Wind turbines spin during a winter storm near Palm Springs, California, March 10, 2021.
Mike Blake | Reuters
The first-quarter decline in clean technology stocks is a “normal, healthy pullback” and presents an opportunity for investors, said Raymond James in a research note.
“If you missed the boat in 2020, a chance to get in,” wrote analyst Pavel Molchanov in the note to clients.
After gaining more than 200% during 2020 the WilderHill Clean Energy Index, which tracks the space, dipped nearly 5% during the first quarter. The S&P 500, on the other hand, gained 6%.

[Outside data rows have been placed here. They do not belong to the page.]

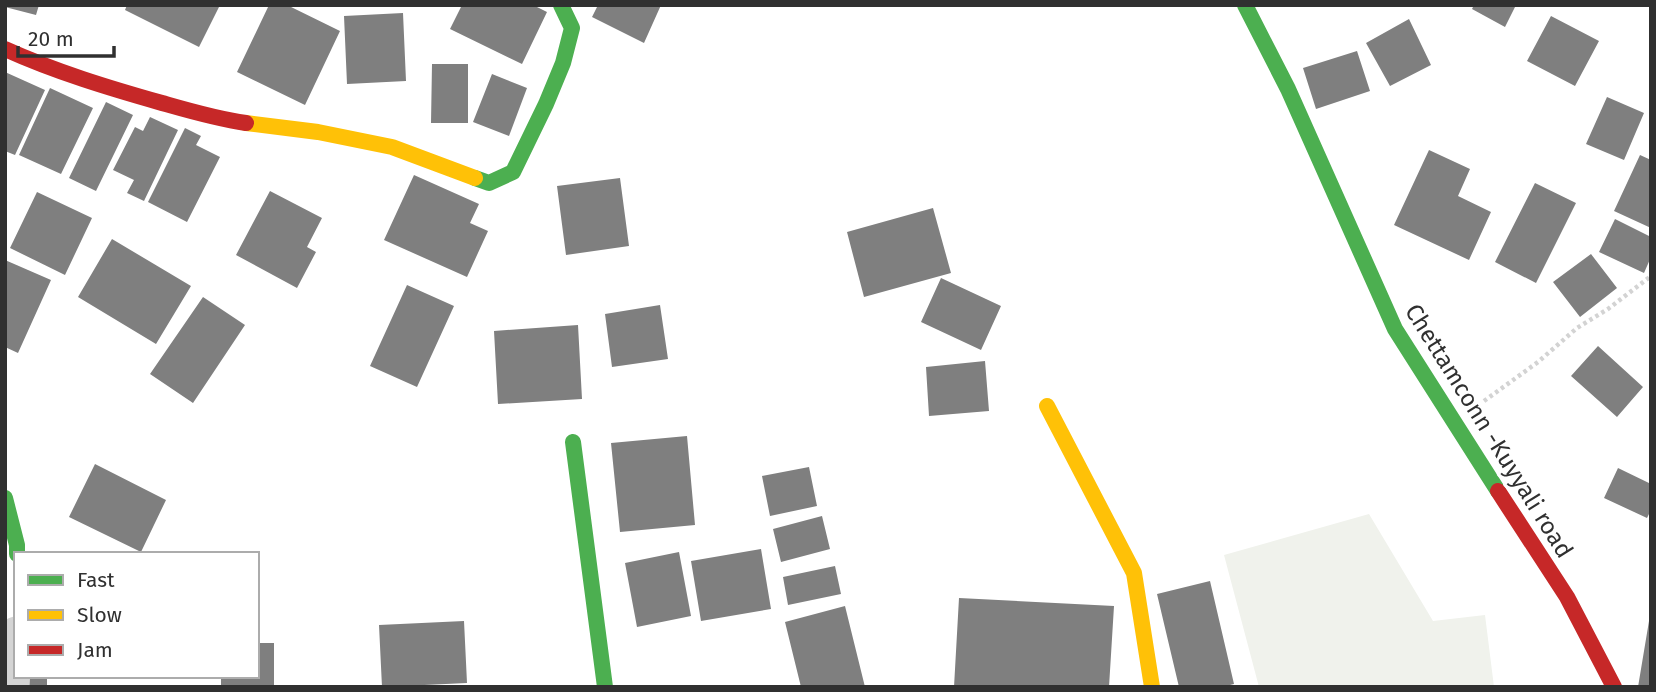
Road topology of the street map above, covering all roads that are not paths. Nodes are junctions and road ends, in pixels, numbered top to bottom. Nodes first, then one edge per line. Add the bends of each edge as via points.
1 (561, 5) edge
2 (1245, 5) edge
3 (5, 49) edge
4 (1047, 406) dead end
5 (573, 442) dead end
6 (5, 498) edge
7 (17, 552) edge
8 (14, 669) edge
9 (13, 687) edge
10 (605, 687) edge
11 (1152, 687) edge
12 (1614, 687) edge

1 - 3 street via 572,28 563,63 513,172 489,183 391,148 318,132 224,120 119,91
2 - 12 street, Chettamconn -Kuyyali road via 1288,89 1395,329 1567,597
4 - 11 street via 1134,572
5 - 10 street
6 - 7 street
8 - 9 street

“To state the obvious, nothing goes up in a straight line. More to the point, plenty of the names had been in overbought territory…and some profit-taking was emphatically to be expected,” the Raymond James note said.
The firm pointed to several reasons behind the declines, including a rotation away from growth-oriented areas of the market.
Looking forward, while Raymond James does see upside for the industry, the firm reiterated that clean tech is a stock picker’s market. In other words, the sector shouldn’t be bought as a whole. Rather, investors should evaluate companies on an individual basis.
Key factors to consider include product mix, margin structure and geographic footprint. The firm noted that for some names across the industry, the recently unveiled $2 trillion infrastructure plan could be the “icing on the cake” for already robust growth stories.